*** Opening of Data for analysis ***

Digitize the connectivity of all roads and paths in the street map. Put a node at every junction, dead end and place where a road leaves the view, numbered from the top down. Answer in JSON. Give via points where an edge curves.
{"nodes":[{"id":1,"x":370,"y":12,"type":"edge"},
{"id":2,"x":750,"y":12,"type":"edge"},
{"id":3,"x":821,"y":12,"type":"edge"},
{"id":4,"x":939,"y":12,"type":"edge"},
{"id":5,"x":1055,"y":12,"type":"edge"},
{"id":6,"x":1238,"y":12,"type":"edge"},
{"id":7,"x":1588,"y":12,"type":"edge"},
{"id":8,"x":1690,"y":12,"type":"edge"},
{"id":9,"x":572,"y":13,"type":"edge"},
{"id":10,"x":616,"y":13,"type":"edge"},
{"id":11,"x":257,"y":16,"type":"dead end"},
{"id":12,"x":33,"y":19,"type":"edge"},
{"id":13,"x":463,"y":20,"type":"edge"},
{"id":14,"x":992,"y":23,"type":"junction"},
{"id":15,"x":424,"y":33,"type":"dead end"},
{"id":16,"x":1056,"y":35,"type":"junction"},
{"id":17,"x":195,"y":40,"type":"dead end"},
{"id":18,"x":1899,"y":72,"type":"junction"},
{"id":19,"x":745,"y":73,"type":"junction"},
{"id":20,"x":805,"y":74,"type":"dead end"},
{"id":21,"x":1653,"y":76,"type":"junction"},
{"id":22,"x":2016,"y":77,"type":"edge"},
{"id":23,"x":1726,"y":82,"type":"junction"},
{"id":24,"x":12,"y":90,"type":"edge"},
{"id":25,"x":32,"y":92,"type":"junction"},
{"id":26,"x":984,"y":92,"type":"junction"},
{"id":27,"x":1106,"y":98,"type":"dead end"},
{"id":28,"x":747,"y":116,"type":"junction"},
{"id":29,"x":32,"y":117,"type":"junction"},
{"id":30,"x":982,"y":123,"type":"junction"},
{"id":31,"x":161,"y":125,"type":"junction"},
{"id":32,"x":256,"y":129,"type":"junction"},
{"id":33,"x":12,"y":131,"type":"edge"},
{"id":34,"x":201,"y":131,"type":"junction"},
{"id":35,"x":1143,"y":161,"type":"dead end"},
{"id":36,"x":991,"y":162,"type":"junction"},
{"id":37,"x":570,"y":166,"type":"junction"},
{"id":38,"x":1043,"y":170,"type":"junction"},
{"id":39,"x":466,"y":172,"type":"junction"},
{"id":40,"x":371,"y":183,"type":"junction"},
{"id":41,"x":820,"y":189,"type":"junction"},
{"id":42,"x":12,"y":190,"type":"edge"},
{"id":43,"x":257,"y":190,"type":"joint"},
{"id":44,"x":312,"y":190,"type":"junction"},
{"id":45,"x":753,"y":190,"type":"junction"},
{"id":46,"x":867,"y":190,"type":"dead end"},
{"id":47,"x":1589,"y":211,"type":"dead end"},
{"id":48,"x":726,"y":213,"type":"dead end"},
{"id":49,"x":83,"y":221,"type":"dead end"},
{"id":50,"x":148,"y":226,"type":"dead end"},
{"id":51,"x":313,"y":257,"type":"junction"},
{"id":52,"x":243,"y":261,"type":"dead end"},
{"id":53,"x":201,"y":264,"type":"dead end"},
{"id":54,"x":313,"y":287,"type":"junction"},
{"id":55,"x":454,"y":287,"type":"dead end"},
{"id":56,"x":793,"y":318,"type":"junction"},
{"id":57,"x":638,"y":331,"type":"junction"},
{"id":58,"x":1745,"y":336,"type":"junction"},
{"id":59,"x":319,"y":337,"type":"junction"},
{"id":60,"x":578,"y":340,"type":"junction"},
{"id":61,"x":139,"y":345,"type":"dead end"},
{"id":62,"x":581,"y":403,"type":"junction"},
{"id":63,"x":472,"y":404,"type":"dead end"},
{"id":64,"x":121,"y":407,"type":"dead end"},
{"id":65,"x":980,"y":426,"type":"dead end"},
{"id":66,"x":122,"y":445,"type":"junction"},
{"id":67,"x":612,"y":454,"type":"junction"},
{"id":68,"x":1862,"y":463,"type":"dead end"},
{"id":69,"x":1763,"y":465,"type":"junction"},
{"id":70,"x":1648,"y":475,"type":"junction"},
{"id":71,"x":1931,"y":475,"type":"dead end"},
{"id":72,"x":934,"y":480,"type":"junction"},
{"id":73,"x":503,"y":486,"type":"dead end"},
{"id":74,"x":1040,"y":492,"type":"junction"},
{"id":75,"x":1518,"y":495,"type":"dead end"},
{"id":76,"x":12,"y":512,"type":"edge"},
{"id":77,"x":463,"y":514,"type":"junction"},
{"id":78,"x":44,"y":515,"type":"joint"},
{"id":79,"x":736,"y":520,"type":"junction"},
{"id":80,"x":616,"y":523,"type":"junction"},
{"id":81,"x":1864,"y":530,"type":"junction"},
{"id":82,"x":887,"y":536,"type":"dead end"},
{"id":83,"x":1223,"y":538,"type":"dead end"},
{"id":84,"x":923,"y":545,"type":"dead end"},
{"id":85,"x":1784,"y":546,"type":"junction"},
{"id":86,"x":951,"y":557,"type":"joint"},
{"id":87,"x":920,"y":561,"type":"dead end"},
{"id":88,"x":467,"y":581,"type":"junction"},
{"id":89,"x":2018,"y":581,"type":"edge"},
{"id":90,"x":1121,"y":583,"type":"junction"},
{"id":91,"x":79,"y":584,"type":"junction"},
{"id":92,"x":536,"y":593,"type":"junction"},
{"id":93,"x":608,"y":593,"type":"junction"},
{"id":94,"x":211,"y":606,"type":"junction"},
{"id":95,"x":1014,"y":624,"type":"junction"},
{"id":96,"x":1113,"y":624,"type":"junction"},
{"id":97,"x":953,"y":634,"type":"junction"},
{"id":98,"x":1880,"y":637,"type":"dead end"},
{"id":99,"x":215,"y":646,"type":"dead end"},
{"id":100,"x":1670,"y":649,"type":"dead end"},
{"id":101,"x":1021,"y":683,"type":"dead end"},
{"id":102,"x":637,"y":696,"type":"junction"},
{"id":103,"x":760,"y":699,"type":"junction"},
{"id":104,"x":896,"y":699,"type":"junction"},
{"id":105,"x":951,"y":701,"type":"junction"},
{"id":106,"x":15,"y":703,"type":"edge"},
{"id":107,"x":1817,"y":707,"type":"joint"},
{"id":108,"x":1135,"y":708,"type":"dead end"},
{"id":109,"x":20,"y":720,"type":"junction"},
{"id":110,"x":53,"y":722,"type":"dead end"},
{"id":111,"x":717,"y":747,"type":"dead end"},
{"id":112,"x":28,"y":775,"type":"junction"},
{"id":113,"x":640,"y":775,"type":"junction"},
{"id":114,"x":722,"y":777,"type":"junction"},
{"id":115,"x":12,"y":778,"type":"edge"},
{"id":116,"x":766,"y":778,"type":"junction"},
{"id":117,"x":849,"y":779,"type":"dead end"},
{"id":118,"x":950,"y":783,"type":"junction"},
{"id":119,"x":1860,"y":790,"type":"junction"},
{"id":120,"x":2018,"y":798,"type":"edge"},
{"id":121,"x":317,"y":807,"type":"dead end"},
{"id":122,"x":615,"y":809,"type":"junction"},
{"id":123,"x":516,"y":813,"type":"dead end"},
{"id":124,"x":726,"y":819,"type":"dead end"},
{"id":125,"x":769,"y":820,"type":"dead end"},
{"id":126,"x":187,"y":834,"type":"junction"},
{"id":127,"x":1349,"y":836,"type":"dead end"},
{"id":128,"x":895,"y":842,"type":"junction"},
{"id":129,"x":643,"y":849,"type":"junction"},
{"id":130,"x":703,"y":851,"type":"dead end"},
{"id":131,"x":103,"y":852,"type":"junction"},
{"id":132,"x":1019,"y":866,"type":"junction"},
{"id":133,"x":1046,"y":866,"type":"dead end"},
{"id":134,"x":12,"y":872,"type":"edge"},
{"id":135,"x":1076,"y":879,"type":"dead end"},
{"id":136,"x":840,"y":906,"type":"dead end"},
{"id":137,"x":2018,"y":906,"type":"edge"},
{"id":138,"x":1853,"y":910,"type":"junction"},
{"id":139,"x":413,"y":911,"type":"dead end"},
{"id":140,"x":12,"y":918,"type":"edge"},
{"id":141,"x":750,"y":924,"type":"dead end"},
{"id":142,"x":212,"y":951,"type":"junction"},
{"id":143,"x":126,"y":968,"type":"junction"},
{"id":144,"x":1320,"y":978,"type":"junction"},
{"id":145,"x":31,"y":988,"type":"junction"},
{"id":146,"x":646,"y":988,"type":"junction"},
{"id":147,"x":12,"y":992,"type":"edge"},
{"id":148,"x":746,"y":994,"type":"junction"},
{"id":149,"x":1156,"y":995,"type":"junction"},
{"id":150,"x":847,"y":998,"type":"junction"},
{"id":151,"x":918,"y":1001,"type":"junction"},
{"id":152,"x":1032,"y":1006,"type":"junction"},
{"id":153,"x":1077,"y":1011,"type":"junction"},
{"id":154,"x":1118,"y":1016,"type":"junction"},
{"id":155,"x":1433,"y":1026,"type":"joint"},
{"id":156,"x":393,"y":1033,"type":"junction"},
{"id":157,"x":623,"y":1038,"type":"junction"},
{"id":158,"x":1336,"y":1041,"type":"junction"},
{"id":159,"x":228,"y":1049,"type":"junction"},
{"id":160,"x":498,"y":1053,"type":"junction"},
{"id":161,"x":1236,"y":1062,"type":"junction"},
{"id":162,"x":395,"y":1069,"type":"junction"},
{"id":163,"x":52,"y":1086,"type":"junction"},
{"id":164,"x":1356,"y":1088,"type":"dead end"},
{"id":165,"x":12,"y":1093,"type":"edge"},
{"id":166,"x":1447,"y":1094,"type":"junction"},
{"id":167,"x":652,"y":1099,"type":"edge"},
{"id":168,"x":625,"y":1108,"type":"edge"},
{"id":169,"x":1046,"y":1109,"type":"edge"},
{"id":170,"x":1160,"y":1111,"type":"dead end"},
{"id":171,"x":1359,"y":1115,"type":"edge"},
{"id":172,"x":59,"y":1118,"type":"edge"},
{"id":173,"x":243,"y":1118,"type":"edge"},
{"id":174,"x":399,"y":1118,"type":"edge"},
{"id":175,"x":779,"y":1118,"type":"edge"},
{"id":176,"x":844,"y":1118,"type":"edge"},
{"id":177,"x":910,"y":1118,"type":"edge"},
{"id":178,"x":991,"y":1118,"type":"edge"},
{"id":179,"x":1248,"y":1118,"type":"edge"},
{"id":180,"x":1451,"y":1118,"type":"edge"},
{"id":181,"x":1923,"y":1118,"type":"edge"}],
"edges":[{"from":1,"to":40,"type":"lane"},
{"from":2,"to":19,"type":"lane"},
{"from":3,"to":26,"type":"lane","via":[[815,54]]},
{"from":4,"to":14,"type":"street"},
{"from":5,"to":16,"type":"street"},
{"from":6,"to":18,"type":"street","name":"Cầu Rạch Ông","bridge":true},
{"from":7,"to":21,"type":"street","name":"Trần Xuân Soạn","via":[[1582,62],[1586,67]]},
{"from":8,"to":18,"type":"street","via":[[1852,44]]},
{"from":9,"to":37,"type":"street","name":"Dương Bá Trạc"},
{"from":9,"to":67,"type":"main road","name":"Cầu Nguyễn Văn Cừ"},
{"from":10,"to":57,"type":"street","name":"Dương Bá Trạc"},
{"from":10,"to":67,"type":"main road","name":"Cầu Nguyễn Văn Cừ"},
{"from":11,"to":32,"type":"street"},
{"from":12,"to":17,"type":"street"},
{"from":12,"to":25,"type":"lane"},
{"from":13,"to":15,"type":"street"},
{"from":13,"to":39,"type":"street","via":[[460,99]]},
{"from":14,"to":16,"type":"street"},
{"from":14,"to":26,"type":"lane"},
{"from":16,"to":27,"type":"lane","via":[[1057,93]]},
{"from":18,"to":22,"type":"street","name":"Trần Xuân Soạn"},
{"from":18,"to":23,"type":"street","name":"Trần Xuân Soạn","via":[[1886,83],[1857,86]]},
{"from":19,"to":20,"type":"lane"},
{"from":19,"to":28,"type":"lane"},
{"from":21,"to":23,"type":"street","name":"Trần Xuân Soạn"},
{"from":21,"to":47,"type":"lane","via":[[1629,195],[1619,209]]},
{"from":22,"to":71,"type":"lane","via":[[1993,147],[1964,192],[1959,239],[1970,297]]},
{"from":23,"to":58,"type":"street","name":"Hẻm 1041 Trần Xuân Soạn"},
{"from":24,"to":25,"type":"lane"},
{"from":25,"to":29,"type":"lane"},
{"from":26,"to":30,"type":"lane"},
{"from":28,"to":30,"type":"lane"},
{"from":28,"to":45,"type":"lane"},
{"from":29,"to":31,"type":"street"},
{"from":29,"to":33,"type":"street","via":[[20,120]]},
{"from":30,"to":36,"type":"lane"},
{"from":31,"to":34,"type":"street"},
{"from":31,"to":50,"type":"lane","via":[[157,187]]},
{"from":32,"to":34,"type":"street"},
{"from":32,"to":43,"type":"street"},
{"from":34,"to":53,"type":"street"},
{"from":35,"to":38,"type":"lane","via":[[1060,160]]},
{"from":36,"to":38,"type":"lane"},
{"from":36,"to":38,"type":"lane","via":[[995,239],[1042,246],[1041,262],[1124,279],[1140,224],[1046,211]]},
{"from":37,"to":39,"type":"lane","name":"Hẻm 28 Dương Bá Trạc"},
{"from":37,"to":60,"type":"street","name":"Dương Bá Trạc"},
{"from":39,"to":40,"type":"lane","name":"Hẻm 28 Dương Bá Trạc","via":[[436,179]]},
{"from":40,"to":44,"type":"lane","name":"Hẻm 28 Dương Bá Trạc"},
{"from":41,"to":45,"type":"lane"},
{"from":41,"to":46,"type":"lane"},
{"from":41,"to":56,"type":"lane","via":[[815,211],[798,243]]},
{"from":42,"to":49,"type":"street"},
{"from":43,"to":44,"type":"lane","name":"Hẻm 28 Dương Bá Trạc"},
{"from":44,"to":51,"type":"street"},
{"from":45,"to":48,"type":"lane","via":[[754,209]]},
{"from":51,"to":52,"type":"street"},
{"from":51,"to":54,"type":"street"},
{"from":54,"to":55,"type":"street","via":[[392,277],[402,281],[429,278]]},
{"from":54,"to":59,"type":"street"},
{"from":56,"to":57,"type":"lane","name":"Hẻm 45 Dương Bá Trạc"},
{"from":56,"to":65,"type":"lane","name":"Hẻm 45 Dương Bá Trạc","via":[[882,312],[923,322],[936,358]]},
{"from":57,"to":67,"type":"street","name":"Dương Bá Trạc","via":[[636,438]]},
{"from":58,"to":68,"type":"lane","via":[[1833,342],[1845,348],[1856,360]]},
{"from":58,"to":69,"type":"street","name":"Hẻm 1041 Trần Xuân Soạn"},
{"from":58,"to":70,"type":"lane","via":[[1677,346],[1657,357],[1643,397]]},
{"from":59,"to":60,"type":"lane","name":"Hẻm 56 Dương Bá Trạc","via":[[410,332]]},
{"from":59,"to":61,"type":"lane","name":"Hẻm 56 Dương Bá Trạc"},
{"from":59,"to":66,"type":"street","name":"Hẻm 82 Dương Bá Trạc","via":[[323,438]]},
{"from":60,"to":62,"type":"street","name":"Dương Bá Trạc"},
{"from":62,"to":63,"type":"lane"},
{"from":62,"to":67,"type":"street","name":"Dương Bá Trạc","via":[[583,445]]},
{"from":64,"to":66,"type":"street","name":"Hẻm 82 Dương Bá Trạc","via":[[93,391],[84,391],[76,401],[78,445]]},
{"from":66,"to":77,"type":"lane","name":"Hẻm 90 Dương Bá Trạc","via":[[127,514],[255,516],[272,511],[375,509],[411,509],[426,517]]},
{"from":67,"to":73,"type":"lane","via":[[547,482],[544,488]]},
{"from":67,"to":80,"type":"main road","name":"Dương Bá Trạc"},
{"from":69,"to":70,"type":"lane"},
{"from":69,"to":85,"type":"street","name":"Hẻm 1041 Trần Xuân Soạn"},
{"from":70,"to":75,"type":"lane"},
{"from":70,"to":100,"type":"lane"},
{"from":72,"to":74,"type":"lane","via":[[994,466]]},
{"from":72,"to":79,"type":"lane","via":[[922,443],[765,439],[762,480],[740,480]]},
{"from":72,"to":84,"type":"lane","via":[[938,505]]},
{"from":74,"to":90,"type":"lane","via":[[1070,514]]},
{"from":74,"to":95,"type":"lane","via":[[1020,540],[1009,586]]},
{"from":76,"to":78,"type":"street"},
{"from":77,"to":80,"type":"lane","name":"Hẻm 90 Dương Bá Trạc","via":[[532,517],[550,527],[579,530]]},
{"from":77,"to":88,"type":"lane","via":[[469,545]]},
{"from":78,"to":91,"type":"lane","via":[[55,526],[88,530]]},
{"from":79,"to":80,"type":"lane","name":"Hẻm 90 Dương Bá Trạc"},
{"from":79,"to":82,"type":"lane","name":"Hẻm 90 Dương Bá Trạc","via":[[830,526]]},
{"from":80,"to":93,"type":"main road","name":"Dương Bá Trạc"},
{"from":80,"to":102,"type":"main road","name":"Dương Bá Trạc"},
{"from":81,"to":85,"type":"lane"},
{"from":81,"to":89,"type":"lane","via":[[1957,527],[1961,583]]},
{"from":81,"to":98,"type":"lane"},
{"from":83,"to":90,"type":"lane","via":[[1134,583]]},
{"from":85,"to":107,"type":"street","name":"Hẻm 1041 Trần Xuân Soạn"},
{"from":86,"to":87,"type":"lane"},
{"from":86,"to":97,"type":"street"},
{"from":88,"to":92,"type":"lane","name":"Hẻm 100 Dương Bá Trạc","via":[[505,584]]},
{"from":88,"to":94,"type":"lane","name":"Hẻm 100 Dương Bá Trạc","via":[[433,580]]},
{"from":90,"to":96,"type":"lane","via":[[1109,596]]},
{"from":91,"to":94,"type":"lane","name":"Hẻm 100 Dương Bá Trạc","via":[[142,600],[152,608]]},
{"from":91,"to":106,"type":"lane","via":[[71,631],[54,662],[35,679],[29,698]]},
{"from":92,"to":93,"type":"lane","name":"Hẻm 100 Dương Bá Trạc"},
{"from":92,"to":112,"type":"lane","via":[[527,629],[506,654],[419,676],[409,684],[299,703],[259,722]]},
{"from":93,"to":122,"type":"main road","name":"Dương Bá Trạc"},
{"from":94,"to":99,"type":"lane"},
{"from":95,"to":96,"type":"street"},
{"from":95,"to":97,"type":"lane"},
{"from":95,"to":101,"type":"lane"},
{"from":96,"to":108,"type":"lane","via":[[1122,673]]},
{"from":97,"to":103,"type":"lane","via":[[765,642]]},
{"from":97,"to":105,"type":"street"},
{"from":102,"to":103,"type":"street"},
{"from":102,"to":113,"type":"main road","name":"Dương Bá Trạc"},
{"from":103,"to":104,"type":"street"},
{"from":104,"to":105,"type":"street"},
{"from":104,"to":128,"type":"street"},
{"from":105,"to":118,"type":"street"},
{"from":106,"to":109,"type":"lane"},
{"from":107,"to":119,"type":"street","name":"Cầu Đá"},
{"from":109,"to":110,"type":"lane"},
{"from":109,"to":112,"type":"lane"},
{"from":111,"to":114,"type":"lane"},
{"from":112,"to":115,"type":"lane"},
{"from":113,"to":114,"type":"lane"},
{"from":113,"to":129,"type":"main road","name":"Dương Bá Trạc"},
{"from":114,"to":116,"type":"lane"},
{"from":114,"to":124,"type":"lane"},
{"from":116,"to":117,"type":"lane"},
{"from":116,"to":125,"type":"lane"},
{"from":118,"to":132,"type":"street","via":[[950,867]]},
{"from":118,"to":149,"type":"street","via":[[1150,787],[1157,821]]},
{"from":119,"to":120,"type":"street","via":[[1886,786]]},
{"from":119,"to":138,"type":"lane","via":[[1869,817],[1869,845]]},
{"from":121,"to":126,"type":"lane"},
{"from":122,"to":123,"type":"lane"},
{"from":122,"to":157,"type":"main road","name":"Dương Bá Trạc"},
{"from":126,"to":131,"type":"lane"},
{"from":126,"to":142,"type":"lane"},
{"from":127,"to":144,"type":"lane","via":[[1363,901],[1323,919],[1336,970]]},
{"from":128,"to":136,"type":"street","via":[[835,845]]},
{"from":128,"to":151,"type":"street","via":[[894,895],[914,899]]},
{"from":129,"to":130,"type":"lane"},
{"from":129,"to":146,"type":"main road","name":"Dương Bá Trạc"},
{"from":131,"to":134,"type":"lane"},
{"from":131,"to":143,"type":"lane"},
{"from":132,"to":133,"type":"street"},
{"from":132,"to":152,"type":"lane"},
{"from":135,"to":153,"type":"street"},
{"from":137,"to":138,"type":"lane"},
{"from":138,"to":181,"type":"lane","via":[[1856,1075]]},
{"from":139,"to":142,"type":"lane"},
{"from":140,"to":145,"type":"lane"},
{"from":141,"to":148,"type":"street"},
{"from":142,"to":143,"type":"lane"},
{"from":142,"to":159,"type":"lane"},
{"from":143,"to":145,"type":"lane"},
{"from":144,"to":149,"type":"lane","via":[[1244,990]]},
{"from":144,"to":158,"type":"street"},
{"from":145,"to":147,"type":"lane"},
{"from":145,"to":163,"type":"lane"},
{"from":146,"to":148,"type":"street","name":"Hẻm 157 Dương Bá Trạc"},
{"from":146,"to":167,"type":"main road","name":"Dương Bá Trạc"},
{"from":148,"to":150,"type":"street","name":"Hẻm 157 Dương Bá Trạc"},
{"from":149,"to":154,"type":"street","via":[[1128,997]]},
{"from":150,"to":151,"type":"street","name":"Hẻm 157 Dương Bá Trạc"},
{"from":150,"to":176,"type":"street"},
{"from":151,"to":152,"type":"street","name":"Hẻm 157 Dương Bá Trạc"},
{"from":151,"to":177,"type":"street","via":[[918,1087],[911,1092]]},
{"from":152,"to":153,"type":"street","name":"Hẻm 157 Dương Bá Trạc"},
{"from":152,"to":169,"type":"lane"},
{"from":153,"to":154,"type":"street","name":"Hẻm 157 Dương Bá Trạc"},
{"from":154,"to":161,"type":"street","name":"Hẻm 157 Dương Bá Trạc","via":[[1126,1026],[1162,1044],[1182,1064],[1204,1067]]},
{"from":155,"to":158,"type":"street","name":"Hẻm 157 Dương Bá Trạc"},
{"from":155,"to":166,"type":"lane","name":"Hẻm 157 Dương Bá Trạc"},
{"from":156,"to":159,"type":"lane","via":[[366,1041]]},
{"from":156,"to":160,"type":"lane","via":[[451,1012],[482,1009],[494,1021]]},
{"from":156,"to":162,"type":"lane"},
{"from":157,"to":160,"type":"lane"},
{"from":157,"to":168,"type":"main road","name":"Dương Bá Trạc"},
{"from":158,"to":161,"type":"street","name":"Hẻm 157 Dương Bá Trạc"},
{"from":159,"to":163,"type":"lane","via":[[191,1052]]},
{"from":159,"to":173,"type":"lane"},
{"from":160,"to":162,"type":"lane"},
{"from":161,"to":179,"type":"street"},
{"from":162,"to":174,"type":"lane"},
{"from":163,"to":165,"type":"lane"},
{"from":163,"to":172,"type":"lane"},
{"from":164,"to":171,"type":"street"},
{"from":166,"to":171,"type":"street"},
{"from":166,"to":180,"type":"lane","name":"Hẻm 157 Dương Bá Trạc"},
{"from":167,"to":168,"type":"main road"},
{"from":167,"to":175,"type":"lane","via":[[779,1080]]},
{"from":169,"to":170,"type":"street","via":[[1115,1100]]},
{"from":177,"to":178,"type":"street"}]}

*** Close of Data for analysis ***

• _Instructions to follow_:
Go through the entries. Report every line that contains the word "joint".

• _Solved problem_:
{"id":43,"x":257,"y":190,"type":"joint"},
{"id":78,"x":44,"y":515,"type":"joint"},
{"id":86,"x":951,"y":557,"type":"joint"},
{"id":107,"x":1817,"y":707,"type":"joint"},
{"id":155,"x":1433,"y":1026,"type":"joint"},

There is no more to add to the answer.